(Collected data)
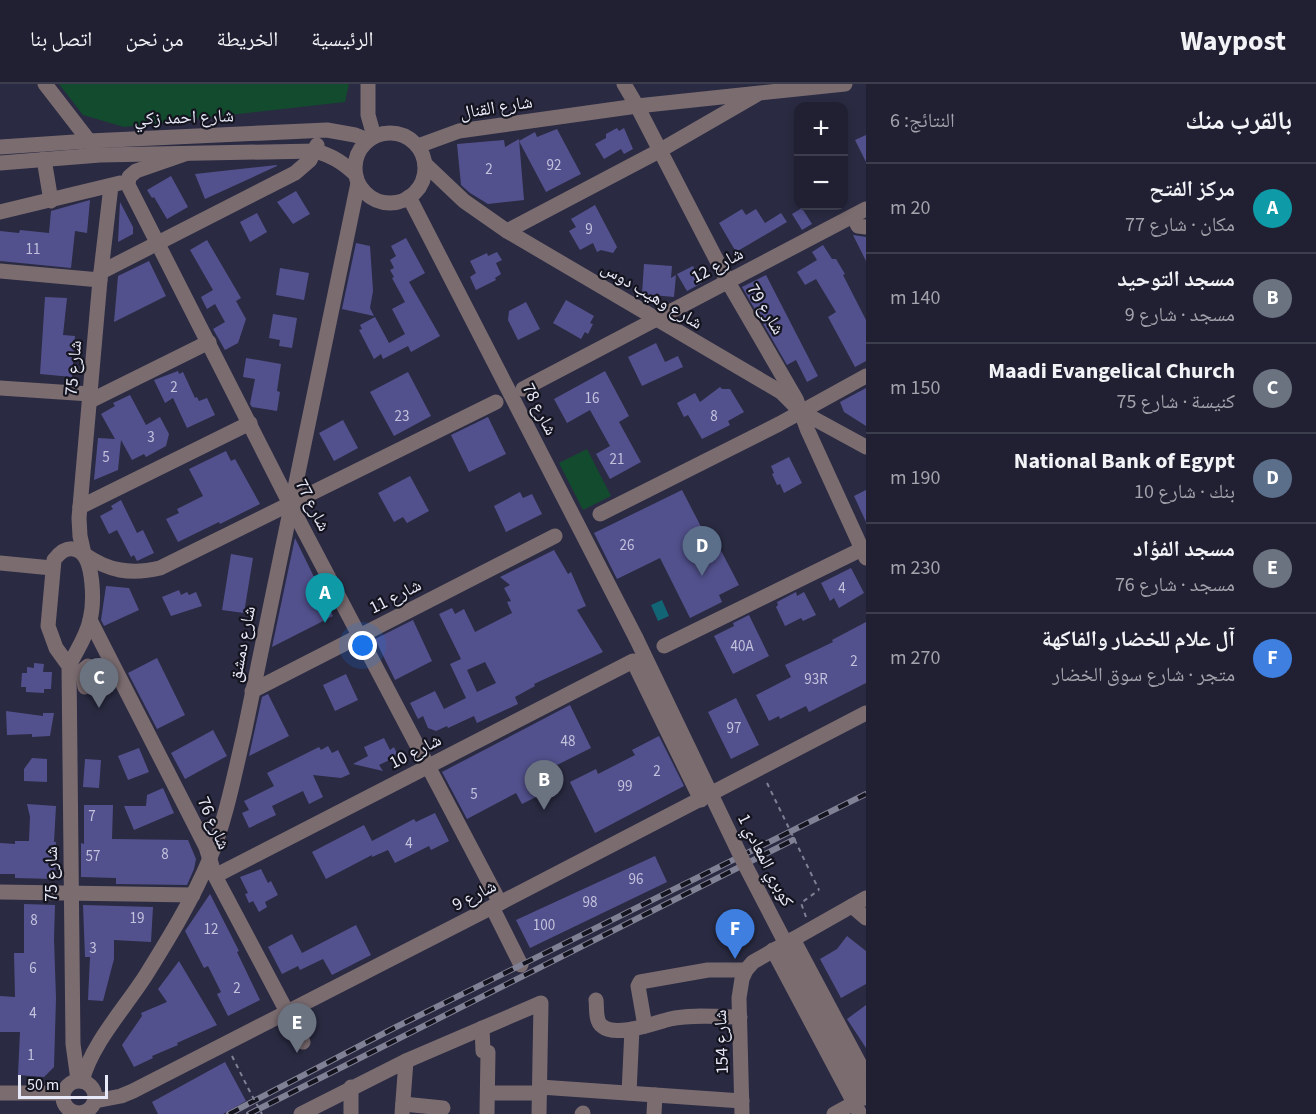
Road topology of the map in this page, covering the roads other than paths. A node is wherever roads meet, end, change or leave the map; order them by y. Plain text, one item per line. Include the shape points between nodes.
1 (45, 84) edge
2 (368, 84) edge
3 (624, 84) edge
4 (837, 84) edge
5 (761, 92) junction
6 (637, 106) junction
7 (320, 131) junction
8 (371, 138) junction
9 (89, 141) junction
10 (418, 146) junction
11 (0, 147) edge
12 (316, 151) junction
13 (659, 151) junction
14 (186, 154) junction
15 (100, 155) junction
16 (44, 159) junction
17 (0, 163) edge
18 (425, 164) junction
19 (356, 178) junction
20 (128, 181) junction
21 (111, 186) junction
22 (409, 197) junction
23 (51, 201) junction
24 (0, 212) edge
25 (860, 213) edge
26 (866, 227) edge
27 (507, 231) junction
28 (158, 243) junction
29 (0, 271) edge
30 (100, 276) junction
31 (728, 282) junction
32 (656, 320) junction
33 (208, 342) junction
34 (866, 376) edge
35 (0, 388) edge
36 (523, 389) dead end
37 (90, 398) junction
38 (496, 402) dead end
39 (800, 411) junction
40 (250, 423) junction
41 (866, 447) edge
42 (290, 504) junction
43 (80, 507) junction
44 (600, 514) dead end
45 (555, 536) dead end
46 (863, 546) edge
47 (84, 554) junction
48 (0, 562) edge
49 (52, 568) junction
50 (90, 620) junction
51 (360, 636) junction
52 (636, 638) joint
53 (79, 645) junction
54 (664, 646) dead end
55 (69, 666) junction
56 (88, 666) junction
57 (102, 680) dead end
58 (85, 687) dead end
59 (252, 691) junction
60 (866, 713) edge
61 (428, 767) junction
62 (701, 800) junction
63 (210, 857) junction
64 (215, 876) junction
65 (0, 892) edge
66 (70, 893) junction
67 (192, 895) junction
68 (859, 902) edge
69 (496, 905) junction
70 (866, 918) edge
71 (793, 939) junction
72 (773, 950) junction
73 (521, 965) dead end
74 (746, 970) junction
75 (596, 999) dead end
76 (286, 1011) junction
77 (740, 1017) junction
78 (482, 1028) junction
79 (638, 1028) junction
80 (303, 1042) dead end
81 (405, 1060) junction
82 (866, 1076) edge
83 (80, 1080) junction
84 (351, 1087) junction
85 (540, 1090) junction
86 (0, 1093) edge
87 (63, 1093) junction
88 (488, 1093) junction
89 (629, 1093) junction
90 (655, 1095) junction
91 (95, 1101) junction
92 (860, 1105) edge
93 (742, 1107) edge
94 (321, 1108) edge
95 (443, 1108) dead end
96 (403, 1109) edge
97 (65, 1112) edge
98 (301, 1114) edge
99 (351, 1114) edge
100 (487, 1114) edge
101 (539, 1114) edge
102 (654, 1114) edge
103 (834, 1114) edge

1 - 9 street
2 - 8 street
3 - 6 street, شارع 79
4 - 5 street, شارع القنال
5 - 6 street, شارع القنال
5 - 13 street
6 - 10 street, شارع القنال via 459,131
6 - 13 street, شارع 79
7 - 8 street, شارع احمد زكي
7 - 9 street, شارع احمد زكي
7 - 12 street
8 - 10 street via 393,132
8 - 19 street via 357,154
9 - 11 street, شارع احمد زكي
9 - 15 street
10 - 18 street
12 - 14 street, شارع احمد زكي
12 - 19 street, شارع احمد زكي via 343,163
12 - 28 street via 295,173
13 - 27 street
13 - 31 street, شارع 79
14 - 15 street, شارع احمد زكي
14 - 20 street via 136,171
15 - 16 street, شارع احمد زكي
16 - 17 street, شارع احمد زكي
16 - 23 street
18 - 22 street via 424,177
18 - 27 street, شارع وهيب دوس via 464,201
19 - 22 street via 364,193 374,200 398,202
19 - 42 street, شارع دمشق
20 - 21 street
20 - 28 street, شارع 77
21 - 23 street
21 - 30 street, شارع 75
22 - 52 street, شارع 78
23 - 24 street
25 - 26 street via 858,226
25 - 31 street, شارع 12
27 - 32 street, شارع وهيب دوس
28 - 30 street
28 - 33 street, شارع 77
29 - 30 street
30 - 37 street, شارع 75
31 - 32 street, شارع 12
31 - 39 street, شارع 79
32 - 36 street, شارع 12
32 - 39 street, شارع وهيب دوس via 781,392
33 - 37 street
33 - 40 street, شارع 77
34 - 39 street
35 - 37 street
37 - 43 street, شارع 75
38 - 42 street
39 - 41 street, شارع وهيب دوس
39 - 44 street
39 - 46 street, شارع 79
40 - 42 street, شارع 77
40 - 43 street
42 - 47 street via 160,568 144,572 128,572 97,563
42 - 51 street, شارع 77
42 - 59 street, شارع دمشق
43 - 47 street, شارع 75
45 - 51 street, شارع 11
46 - 54 street
47 - 49 street via 67,549 59,553
47 - 50 street, شارع 75 via 92,584
48 - 49 street
49 - 55 street via 48,626 56,648
50 - 53 street, شارع 75
50 - 63 street, شارع 76
51 - 59 street, شارع 11
51 - 61 street, شارع 77
52 - 92 street, كوبري المعادي 1, bridge
53 - 55 street, شارع 75
53 - 56 street
55 - 66 street, شارع 75
56 - 57 street via 97,669
56 - 58 street via 82,671
59 - 63 street, شارع دمشق via 234,777
60 - 62 street, شارع 9
61 - 62 street, شارع 10 via 633,661
61 - 64 street, شارع 10
61 - 69 street, شارع 77
62 - 69 street, شارع 9
63 - 64 street, شارع 76
63 - 67 street, شارع دمشق
64 - 76 street, شارع 76
65 - 66 street
66 - 67 street
66 - 83 street, شارع 75 via 73,1044
67 - 83 street, شارع دمشق
68 - 70 street
68 - 71 street
69 - 73 street, شارع 77
69 - 76 street, شارع 9
71 - 72 street
71 - 82 street
72 - 74 street
72 - 92 street
74 - 77 street, شارع 154 via 740,988
74 - 79 street via 708,970 641,982
75 - 79 street via 598,1021 603,1027
76 - 80 street, شارع 76
76 - 91 street, شارع 9 via 133,1091
77 - 79 street via 675,1018
77 - 93 street, شارع 154
78 - 81 street
78 - 85 street via 543,1004
78 - 88 street via 483,1051 489,1052
79 - 89 street
81 - 84 street
81 - 96 street
83 - 87 street
83 - 91 street via 94,1090
84 - 94 street
84 - 99 street
85 - 88 street
85 - 89 street
85 - 101 street
86 - 87 street
87 - 97 street
88 - 100 street
89 - 90 street
90 - 93 street
90 - 102 street
91 - 97 street via 80,1113
92 - 103 street
94 - 98 street
95 - 96 street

◆ Work item: Where a line in the records above contains the word "dead", include it in the count; state the total and nothing more.

◆ Answer below: 11